Création : 22 mai 2018
Dernière modification : 15 juin 2022

Autrice : Mathilde Roose

Source : Compte Twitter Clémentine Autain, le 9 mai 2018

L’infraction dans sa signification juridique peut faire référence à des faits graves selon la qualification donnée (contravention, délit, crime). Lui substituer le terme de violence serait source de confusion, d’autant que celui-ci constitue lui-même un type particulier d’infraction.

Lors des débats au sein de la Commission des Lois de l’Assemblée nationale concernant la loi « lutte contre les violences sexuelles et sexistes », Clémentine Autain, députée La France Insoumise, s’est insurgée contre l’emploi du terme « infraction » à propos des violences sexuelles. Elle estime que celui-ci n’aurait pas un sens suffisamment fort et qu’il correspondrait à des comportements jugés de faible gravité. Elle lui préfère le terme de « violence ». Ces propos ont été confirmés en Commission des Lois à l’Assemblée nationale (9/05/2018, 2h46-2h48)

La députée considère le mot « infraction » ambigu dans le langage courant. Cependant, en droit pénal, l’infraction est un terme juridique précis définissant « un comportement consistant en une action ou une abstention réprimée par un texte pénal qui en donne les éléments constitutifs et fixe les peines qui lui sont attachées » (R. Cabrillac, Dictionnaire du vocabulaire juridique, Paris, LexisNexis, 2017, p. 310). Il s’agit donc d’une notion juridique générique recouvrant tous les actes interdits par la loi pénale. La loi classe les infractions en trois catégories, contravention, délit, crime (article 111-1 du code pénal) selon la gravité de la peine encourue. Il revient donc au législateur de veiller à faire primer la signification juridique des mots sur leur usage courant.
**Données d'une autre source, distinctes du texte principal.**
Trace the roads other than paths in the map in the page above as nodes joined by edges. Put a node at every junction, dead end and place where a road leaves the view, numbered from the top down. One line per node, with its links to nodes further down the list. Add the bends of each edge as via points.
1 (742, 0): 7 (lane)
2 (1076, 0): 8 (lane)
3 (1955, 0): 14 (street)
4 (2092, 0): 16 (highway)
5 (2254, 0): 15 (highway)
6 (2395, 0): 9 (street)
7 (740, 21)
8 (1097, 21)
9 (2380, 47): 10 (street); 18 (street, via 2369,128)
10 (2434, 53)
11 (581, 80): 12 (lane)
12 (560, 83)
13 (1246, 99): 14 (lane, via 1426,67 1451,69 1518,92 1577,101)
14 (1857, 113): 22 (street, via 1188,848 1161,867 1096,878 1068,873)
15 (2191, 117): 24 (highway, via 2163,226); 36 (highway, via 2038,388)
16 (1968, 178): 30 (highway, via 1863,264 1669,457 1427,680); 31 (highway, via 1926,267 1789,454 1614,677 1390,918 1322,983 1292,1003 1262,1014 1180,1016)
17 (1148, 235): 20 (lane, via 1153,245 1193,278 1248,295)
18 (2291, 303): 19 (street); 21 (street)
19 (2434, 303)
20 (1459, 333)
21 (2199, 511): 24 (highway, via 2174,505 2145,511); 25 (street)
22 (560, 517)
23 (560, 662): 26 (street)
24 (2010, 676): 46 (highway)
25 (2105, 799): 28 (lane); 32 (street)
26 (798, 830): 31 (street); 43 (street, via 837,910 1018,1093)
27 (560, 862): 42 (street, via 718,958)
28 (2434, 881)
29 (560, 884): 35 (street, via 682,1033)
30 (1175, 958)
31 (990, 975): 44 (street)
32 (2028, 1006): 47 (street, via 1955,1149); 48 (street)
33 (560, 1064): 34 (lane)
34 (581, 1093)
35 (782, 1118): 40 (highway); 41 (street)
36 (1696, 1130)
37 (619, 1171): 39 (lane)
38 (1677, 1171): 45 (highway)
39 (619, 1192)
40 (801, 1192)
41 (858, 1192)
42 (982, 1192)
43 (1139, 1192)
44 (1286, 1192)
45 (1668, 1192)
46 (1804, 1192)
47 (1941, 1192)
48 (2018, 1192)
De surcroit, Clémentine Autain souhaite remplacer le terme « infraction » par celui de « violence ». Mais, juridiquement, la violence s’avère être une infraction particulière, qui selon son degré de gravité peut être qualifiée de contravention, de délit ou encore de crime… Remplacer le mot d’infraction par celui de violence comme synonyme risque donc d’affecter la cohérence dans la rédaction des infractions et le sens de l’incrimination de violence.